12.3 Notwithstanding the provisions of Rule 12.1:
(a)
no such adjustment shall be made if as a result, the Participant receives a benefit that a Shareholder does
not receive; and
(b)
any determination by the Committee as to whether to make any adjustment and if so, the manner in
which such adjustment should be made, must (except in relation to a capitalisation issue) be confirmed
in writing by the Auditors (acting only as experts and not as arbitrators) to be in their opinion, fair and
reasonable.
12.4 Any increase in the issued share capital of the Company as a consequence of the delivery of Shares pursuant to
the vesting of Awards from time to time by the Company or through any other share-based incentive schemes
implemented by the Company will also not be regarded as a circumstance requiring adjustment.
12.5 Upon any adjustment required to be made pursuant to this Rule 12, the Company shall notify the Participant (or
his duly appointed personal representatives where applicable) in writing and deliver to him (or his duly appointed
personal representatives where applicable) a statement setting forth the class and/or number of Shares thereafter
to be issued pursuant to the grant of an Award. Any adjustment shall take effect upon such written notification
being given.
13.
Administration of the Scheme
13.1 The Scheme shall be administered by the Committee in its absolute discretion with such powers and duties as
are conferred on it by the Board, provided that no member of the Committee shall participate in any deliberation
or decision in respect of Awards granted or to be granted to him.
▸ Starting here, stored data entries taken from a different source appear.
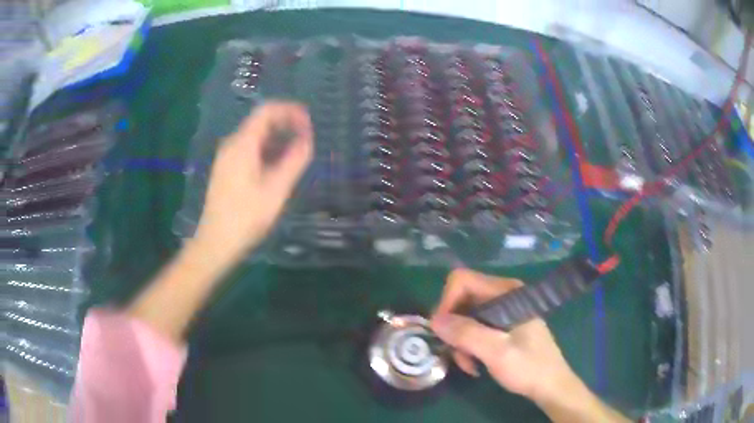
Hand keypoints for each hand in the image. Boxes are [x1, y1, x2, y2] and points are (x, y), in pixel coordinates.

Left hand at [193, 101, 312, 263]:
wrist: (215, 242)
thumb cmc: (246, 218)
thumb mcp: (275, 190)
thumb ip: (294, 161)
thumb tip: (308, 139)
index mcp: (242, 144)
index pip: (266, 111)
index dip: (290, 110)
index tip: (309, 122)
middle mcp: (232, 144)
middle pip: (260, 122)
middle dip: (286, 124)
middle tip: (307, 138)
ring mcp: (226, 157)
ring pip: (255, 136)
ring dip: (277, 138)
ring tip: (297, 153)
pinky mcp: (226, 169)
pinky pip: (249, 149)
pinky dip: (267, 150)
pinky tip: (278, 166)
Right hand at [430, 269, 576, 401]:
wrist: (550, 385)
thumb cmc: (529, 367)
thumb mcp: (497, 352)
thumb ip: (467, 334)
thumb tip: (434, 320)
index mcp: (506, 292)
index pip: (462, 280)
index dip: (447, 303)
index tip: (442, 332)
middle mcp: (503, 295)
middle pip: (461, 299)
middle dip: (453, 327)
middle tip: (455, 353)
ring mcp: (502, 310)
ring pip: (464, 316)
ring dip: (459, 341)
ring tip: (468, 364)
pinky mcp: (501, 325)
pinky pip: (473, 327)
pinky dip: (468, 345)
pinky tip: (474, 364)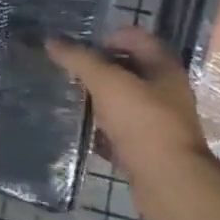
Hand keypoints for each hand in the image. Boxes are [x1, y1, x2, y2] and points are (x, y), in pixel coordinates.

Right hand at [47, 26, 212, 217]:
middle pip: (127, 69)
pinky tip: (79, 129)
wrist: (169, 182)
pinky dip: (100, 129)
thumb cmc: (142, 121)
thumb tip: (50, 40)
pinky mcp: (147, 149)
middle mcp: (165, 91)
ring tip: (69, 97)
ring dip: (97, 99)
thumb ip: (78, 58)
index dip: (107, 36)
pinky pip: (119, 131)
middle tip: (68, 70)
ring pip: (122, 101)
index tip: (79, 47)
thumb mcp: (106, 81)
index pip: (135, 37)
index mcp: (163, 67)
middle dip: (97, 68)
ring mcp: (158, 122)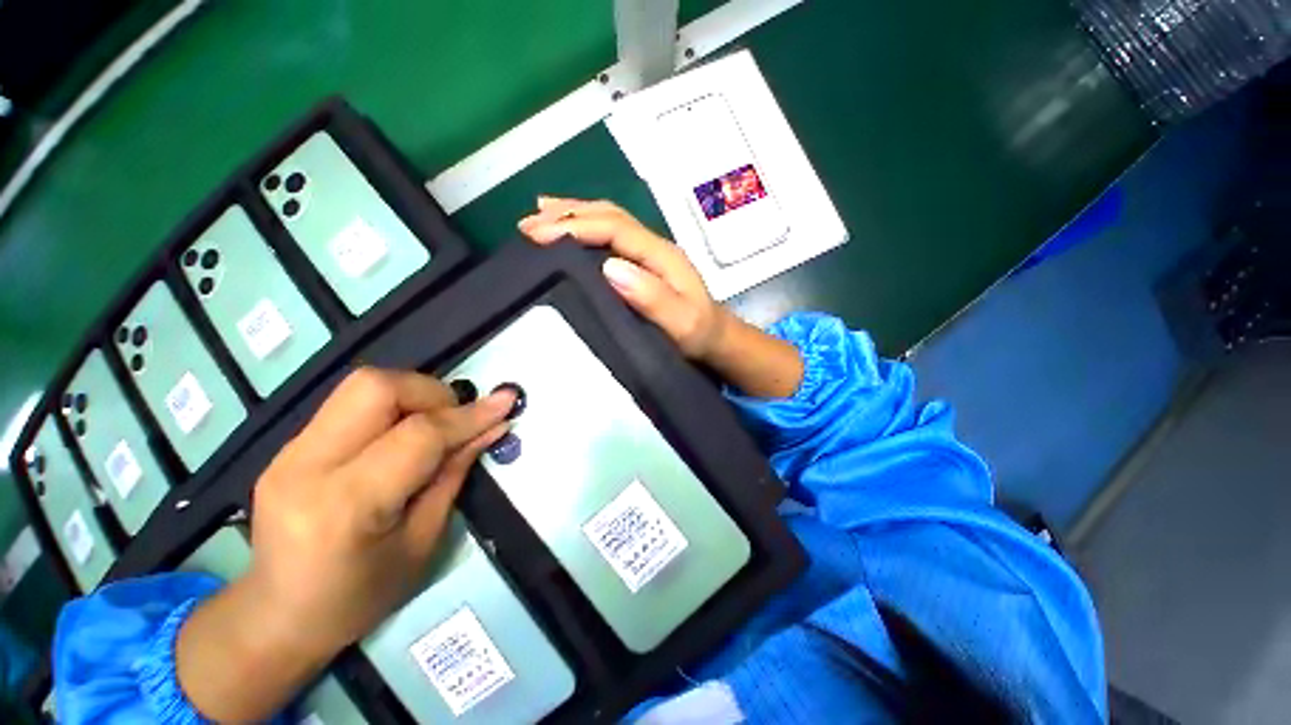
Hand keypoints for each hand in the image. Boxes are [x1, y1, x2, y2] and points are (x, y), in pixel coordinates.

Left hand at [177, 368, 513, 721]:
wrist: (277, 617)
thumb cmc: (359, 597)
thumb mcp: (423, 542)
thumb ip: (455, 474)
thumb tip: (493, 428)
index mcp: (345, 506)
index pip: (418, 435)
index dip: (469, 416)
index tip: (507, 402)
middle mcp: (307, 467)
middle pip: (376, 387)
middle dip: (433, 392)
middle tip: (457, 420)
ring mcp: (288, 452)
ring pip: (362, 386)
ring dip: (414, 395)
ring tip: (435, 426)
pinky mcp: (287, 447)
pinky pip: (350, 404)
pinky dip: (392, 408)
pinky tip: (404, 435)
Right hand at [518, 197, 728, 359]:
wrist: (717, 339)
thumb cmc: (699, 335)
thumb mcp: (682, 323)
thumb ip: (652, 297)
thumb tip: (609, 267)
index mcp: (661, 256)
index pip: (615, 229)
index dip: (577, 227)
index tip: (539, 234)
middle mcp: (654, 246)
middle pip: (609, 216)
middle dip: (567, 215)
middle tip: (528, 224)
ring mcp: (648, 253)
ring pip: (608, 221)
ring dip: (573, 215)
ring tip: (538, 216)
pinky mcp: (643, 263)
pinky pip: (610, 237)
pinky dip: (585, 229)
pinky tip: (569, 233)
The quorum for any Committee meeting shall
be three (3) directors, of which two (2) of the directors shall be independent directors.
13.2 The Committee shall have the power, from time to time, to make and vary such rules (not being inconsistent
with the Scheme) for the implementation and administration of the Scheme as they think fit including, but not
limited to:
(a)
imposing restrictions on the number of Awards that may be vested within each financial year;
(b)
amending Performance Targets in accordance with Rule 8.2, if by so doing, it would be a fairer measure
of performance for a Participant or for the Scheme as a whole.
13.3 Any decision of the Committee made pursuant to any provision of the Scheme (other than a matter to be
certified by the Auditors) shall be final and binding (including any decisions pertaining to the number of Shares
to be vested) or to disputes as to the interpretation of the Scheme or any rule, regulation, procedure thereunder
or as to any rights under the Scheme.
14.
Notices and annual report
14.1 Any notice required to be given by a Participant to the Company shall be sent or made to the registered office
of the Company or such other addresses as may be notified by the Company to him in writing.
14.2 Any notices or documents required to be given to a Participant or any correspondence to be made between the
Company and the Participant shall be given or made by the Committee (or such person(s) as it may from time to
time direct) on behalf of the Company and shall be delivered to him by hand or sent to him at his home address
according to the records of the Company or at the last known address of the Participant and if sent by post, shall
be deemed to have been given on the day following the date of posting.